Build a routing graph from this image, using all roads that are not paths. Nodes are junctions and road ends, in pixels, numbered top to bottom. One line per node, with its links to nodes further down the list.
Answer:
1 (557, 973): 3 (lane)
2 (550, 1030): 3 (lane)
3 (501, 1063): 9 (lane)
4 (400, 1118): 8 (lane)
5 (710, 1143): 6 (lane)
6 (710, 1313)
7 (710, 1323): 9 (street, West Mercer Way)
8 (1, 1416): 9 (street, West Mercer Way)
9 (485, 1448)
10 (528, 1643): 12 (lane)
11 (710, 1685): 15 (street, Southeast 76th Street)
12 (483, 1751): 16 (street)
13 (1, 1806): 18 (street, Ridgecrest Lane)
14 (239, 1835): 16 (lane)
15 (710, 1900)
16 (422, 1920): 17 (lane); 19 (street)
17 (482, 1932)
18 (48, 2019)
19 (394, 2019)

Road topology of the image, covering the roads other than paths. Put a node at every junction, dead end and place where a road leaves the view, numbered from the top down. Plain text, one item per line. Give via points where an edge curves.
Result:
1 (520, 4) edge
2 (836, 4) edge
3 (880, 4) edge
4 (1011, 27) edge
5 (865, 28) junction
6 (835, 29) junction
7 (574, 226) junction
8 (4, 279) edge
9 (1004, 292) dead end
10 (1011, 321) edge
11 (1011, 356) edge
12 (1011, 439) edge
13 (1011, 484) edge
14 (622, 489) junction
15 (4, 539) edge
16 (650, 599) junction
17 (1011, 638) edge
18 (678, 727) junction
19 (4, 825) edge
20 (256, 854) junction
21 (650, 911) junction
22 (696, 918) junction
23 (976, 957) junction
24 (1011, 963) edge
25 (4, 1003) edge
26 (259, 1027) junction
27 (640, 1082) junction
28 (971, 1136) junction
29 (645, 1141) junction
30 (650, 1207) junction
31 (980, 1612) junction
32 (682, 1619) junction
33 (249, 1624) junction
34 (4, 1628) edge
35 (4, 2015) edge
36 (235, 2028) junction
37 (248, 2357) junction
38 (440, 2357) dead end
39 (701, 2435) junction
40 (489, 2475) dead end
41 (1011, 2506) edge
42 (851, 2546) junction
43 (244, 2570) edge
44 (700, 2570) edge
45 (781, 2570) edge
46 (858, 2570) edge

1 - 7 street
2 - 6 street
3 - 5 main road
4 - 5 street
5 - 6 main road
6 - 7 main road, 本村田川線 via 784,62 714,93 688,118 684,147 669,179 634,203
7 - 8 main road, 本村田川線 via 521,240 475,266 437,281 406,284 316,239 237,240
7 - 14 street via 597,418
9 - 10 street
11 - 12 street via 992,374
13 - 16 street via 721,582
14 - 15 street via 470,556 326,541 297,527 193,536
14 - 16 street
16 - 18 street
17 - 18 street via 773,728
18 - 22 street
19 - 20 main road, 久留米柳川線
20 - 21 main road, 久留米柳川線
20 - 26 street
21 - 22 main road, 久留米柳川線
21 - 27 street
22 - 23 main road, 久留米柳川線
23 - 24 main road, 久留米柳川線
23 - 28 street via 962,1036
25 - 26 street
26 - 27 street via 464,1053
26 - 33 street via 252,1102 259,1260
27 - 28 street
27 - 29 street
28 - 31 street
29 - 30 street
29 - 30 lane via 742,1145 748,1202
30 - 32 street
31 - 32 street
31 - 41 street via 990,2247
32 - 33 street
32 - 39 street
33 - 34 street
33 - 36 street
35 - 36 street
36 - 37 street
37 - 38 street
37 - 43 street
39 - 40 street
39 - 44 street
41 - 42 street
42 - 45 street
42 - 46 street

§ §

The only acceptable answer is the full set of entries, repeated exactly.

Build a routing graph from this image, using all roads that are not paths. Nodes are junctions and road ends, in pixels, numbered top to bottom. One line per node, with its links to nodes further down the list.
Answer:
1 (557, 973): 3 (lane)
2 (550, 1030): 3 (lane)
3 (501, 1063): 9 (lane)
4 (400, 1118): 8 (lane)
5 (710, 1143): 6 (lane)
6 (710, 1313)
7 (710, 1323): 9 (street, West Mercer Way)
8 (1, 1416): 9 (street, West Mercer Way)
9 (485, 1448)
10 (528, 1643): 12 (lane)
11 (710, 1685): 15 (street, Southeast 76th Street)
12 (483, 1751): 16 (street)
13 (1, 1806): 18 (street, Ridgecrest Lane)
14 (239, 1835): 16 (lane)
15 (710, 1900)
16 (422, 1920): 17 (lane); 19 (street)
17 (482, 1932)
18 (48, 2019)
19 (394, 2019)

Road topology of the image, covering the roads other than paths. Put a node at every junction, dead end and place where a road leaves the view, numbered from the top down. Plain text, one item per line. Give via points where an edge curves.
Result:
1 (520, 4) edge
2 (836, 4) edge
3 (880, 4) edge
4 (1011, 27) edge
5 (865, 28) junction
6 (835, 29) junction
7 (574, 226) junction
8 (4, 279) edge
9 (1004, 292) dead end
10 (1011, 321) edge
11 (1011, 356) edge
12 (1011, 439) edge
13 (1011, 484) edge
14 (622, 489) junction
15 (4, 539) edge
16 (650, 599) junction
17 (1011, 638) edge
18 (678, 727) junction
19 (4, 825) edge
20 (256, 854) junction
21 (650, 911) junction
22 (696, 918) junction
23 (976, 957) junction
24 (1011, 963) edge
25 (4, 1003) edge
26 (259, 1027) junction
27 (640, 1082) junction
28 (971, 1136) junction
29 (645, 1141) junction
30 (650, 1207) junction
31 (980, 1612) junction
32 (682, 1619) junction
33 (249, 1624) junction
34 (4, 1628) edge
35 (4, 2015) edge
36 (235, 2028) junction
37 (248, 2357) junction
38 (440, 2357) dead end
39 (701, 2435) junction
40 (489, 2475) dead end
41 (1011, 2506) edge
42 (851, 2546) junction
43 (244, 2570) edge
44 (700, 2570) edge
45 (781, 2570) edge
46 (858, 2570) edge

1 - 7 street
2 - 6 street
3 - 5 main road
4 - 5 street
5 - 6 main road
6 - 7 main road, 本村田川線 via 784,62 714,93 688,118 684,147 669,179 634,203
7 - 8 main road, 本村田川線 via 521,240 475,266 437,281 406,284 316,239 237,240
7 - 14 street via 597,418
9 - 10 street
11 - 12 street via 992,374
13 - 16 street via 721,582
14 - 15 street via 470,556 326,541 297,527 193,536
14 - 16 street
16 - 18 street
17 - 18 street via 773,728
18 - 22 street
19 - 20 main road, 久留米柳川線
20 - 21 main road, 久留米柳川線
20 - 26 street
21 - 22 main road, 久留米柳川線
21 - 27 street
22 - 23 main road, 久留米柳川線
23 - 24 main road, 久留米柳川線
23 - 28 street via 962,1036
25 - 26 street
26 - 27 street via 464,1053
26 - 33 street via 252,1102 259,1260
27 - 28 street
27 - 29 street
28 - 31 street
29 - 30 street
29 - 30 lane via 742,1145 748,1202
30 - 32 street
31 - 32 street
31 - 41 street via 990,2247
32 - 33 street
32 - 39 street
33 - 34 street
33 - 36 street
35 - 36 street
36 - 37 street
37 - 38 street
37 - 43 street
39 - 40 street
39 - 44 street
41 - 42 street
42 - 45 street
42 - 46 street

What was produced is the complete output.